[Records from a dataset]
↓↓↓

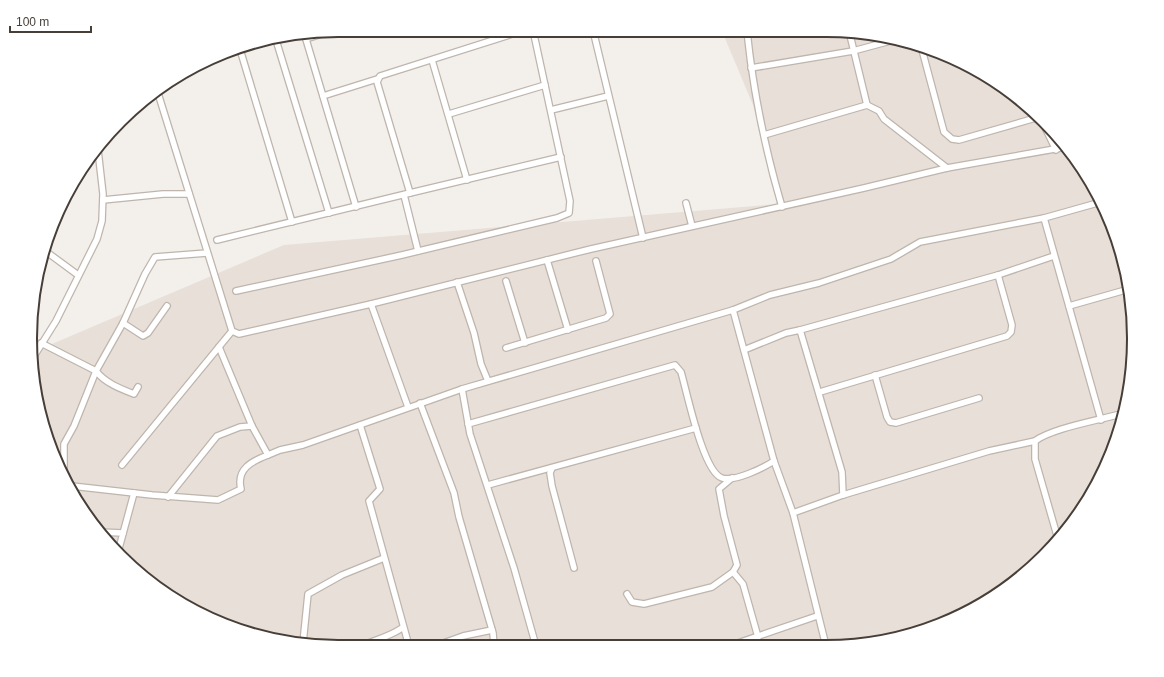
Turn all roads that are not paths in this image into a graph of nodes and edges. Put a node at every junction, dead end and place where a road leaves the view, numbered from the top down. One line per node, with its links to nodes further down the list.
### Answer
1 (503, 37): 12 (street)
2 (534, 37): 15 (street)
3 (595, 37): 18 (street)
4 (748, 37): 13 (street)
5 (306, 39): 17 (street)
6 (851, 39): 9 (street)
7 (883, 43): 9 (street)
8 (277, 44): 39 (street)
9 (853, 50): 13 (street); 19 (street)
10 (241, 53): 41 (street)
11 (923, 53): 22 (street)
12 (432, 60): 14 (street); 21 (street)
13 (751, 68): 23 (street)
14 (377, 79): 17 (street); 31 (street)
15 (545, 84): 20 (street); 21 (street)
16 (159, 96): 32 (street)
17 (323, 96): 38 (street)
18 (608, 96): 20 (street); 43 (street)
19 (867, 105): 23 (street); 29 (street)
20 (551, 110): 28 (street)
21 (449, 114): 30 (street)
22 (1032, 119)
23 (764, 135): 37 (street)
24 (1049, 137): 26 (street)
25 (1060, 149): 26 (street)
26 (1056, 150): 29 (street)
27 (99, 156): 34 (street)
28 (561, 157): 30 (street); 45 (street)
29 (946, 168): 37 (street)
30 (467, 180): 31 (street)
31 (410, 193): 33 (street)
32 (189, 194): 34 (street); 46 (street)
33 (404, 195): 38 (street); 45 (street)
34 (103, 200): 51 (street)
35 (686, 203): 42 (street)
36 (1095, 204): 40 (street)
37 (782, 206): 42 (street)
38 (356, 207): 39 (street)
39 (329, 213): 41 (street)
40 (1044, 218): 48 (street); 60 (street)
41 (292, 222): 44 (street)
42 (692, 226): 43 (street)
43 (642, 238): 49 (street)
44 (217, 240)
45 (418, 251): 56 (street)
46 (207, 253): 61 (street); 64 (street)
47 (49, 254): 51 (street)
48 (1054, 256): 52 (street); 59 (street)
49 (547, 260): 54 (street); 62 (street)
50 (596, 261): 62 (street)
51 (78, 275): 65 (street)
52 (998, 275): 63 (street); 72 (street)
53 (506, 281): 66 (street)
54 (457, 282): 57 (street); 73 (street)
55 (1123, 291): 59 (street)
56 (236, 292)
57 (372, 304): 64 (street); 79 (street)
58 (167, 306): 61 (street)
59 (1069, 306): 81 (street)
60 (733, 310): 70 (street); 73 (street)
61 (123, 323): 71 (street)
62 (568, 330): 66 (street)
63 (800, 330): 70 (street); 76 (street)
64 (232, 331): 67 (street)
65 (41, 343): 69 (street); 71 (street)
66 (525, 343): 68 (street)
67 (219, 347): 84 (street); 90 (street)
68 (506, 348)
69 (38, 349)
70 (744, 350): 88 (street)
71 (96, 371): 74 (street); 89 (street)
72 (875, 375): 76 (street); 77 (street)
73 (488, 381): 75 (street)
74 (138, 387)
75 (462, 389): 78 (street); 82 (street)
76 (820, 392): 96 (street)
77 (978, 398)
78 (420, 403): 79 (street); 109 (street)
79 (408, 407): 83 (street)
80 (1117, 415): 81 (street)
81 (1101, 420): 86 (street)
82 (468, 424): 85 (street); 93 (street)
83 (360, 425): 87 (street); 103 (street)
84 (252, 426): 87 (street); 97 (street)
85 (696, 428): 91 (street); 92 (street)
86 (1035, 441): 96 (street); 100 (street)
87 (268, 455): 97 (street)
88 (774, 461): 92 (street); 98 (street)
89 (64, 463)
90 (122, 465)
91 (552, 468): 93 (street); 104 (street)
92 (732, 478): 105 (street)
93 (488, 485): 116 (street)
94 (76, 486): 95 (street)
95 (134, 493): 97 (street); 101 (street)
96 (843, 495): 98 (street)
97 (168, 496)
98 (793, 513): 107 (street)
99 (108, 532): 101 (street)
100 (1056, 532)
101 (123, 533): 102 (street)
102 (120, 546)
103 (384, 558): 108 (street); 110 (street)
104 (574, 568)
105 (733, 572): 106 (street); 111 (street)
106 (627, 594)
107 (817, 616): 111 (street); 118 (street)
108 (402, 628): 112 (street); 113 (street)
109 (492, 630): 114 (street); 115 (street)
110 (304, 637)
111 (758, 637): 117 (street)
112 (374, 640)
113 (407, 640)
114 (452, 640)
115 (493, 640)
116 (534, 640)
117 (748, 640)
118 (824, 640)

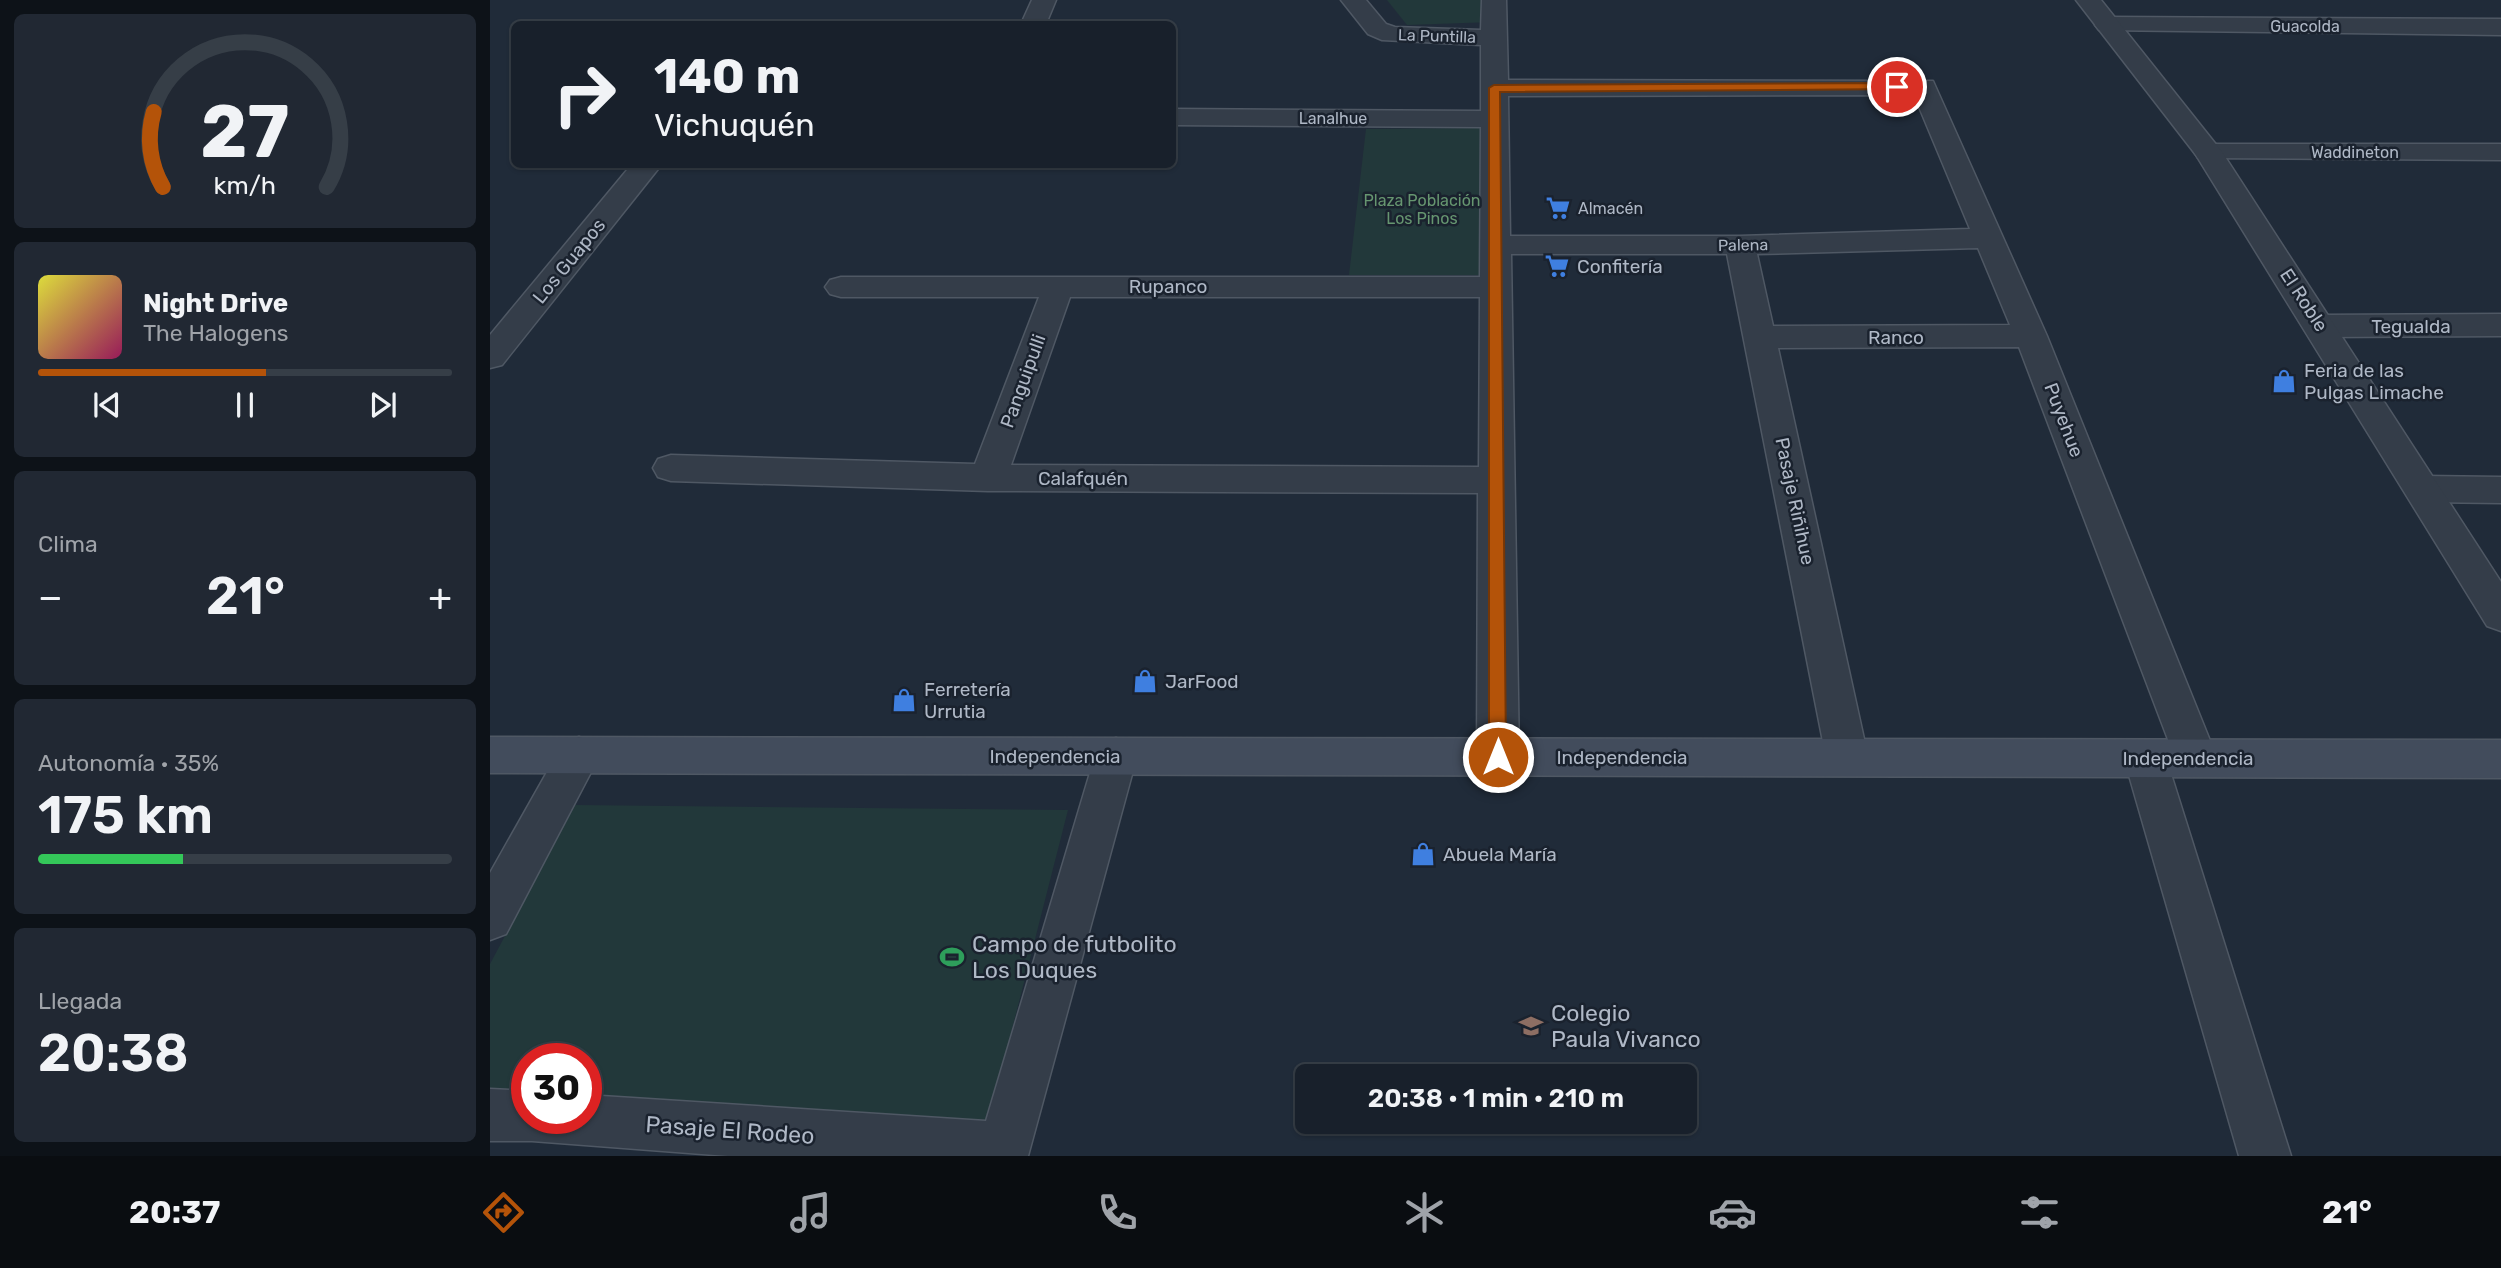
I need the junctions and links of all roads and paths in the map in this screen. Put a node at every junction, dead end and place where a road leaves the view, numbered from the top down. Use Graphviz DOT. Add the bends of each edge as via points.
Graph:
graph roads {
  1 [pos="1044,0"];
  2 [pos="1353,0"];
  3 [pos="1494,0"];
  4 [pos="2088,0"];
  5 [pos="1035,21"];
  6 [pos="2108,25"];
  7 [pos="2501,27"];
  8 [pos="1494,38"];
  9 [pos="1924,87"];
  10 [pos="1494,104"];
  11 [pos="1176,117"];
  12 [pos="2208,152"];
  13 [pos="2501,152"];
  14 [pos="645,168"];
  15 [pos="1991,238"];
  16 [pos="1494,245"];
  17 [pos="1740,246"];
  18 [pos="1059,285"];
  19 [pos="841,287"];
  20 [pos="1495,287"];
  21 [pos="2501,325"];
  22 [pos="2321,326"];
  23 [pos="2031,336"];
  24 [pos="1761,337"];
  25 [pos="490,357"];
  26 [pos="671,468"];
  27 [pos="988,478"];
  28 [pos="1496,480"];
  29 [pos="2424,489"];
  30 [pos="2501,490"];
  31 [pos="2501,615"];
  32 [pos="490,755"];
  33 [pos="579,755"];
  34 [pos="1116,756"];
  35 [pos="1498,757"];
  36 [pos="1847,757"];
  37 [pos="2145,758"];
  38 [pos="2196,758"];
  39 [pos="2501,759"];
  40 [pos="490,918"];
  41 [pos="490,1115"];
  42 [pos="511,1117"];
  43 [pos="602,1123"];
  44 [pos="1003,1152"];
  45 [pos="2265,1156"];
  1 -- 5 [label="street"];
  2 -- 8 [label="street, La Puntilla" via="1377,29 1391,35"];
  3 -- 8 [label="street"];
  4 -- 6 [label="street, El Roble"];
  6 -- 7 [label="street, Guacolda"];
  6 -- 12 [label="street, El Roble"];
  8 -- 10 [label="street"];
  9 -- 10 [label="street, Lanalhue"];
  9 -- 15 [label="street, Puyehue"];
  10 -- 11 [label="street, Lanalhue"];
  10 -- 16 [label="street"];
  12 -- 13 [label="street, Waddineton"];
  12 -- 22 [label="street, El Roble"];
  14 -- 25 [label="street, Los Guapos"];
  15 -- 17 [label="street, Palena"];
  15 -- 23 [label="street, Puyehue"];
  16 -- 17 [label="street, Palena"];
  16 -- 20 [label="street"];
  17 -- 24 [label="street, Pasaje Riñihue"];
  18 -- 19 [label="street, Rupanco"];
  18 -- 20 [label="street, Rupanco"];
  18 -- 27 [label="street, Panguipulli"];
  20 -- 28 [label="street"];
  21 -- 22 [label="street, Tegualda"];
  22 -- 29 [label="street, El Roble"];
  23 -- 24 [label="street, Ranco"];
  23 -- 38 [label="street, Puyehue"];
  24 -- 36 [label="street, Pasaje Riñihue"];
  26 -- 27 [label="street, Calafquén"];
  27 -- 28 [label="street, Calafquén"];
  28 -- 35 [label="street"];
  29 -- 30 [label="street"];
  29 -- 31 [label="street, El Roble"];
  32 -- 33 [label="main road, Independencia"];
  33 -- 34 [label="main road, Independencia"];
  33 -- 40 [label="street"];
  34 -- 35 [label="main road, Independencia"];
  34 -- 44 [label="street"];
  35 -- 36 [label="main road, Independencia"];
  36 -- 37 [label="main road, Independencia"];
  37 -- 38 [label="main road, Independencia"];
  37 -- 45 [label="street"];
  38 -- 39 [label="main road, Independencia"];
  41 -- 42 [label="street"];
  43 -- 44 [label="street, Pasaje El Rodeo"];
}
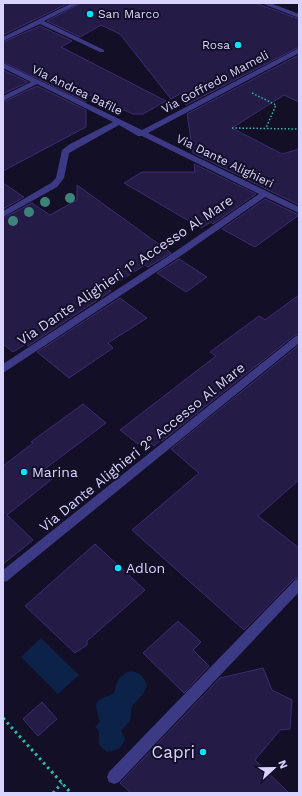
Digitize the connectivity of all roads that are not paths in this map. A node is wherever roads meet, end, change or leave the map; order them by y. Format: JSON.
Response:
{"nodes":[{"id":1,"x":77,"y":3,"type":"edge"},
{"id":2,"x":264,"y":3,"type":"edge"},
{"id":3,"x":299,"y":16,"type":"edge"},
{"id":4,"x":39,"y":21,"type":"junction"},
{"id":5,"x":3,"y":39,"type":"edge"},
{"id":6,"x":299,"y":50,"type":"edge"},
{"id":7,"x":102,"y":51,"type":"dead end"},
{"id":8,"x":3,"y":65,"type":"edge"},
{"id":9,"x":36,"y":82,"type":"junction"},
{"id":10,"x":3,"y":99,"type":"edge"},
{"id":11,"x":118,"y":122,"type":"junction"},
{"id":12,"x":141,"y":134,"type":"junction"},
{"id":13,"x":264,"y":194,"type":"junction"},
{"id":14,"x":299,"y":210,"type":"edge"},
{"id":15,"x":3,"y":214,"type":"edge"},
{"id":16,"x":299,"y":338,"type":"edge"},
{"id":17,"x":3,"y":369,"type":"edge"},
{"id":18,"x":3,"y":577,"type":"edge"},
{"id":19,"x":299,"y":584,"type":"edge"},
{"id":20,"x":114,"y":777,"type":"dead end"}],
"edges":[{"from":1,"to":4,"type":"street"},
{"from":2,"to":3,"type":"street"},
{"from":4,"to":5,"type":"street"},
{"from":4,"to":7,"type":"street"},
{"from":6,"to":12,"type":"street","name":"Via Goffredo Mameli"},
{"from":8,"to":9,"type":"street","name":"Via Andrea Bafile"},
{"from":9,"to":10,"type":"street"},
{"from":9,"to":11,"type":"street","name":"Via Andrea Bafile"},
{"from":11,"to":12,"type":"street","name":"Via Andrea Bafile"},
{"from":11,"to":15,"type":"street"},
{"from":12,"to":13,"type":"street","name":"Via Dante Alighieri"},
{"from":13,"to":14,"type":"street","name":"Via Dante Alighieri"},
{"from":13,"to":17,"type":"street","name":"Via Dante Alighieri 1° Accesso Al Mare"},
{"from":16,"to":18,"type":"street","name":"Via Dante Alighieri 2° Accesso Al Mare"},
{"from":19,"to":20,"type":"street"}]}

↑↑↑

*AIM OF THE TASK*
The records are given above. Copy each line in them that holds "Palena".

*RESPONSE FOR THIS EXERCISE*
  15 -- 17 [label="street, Palena"];
  16 -- 17 [label="street, Palena"];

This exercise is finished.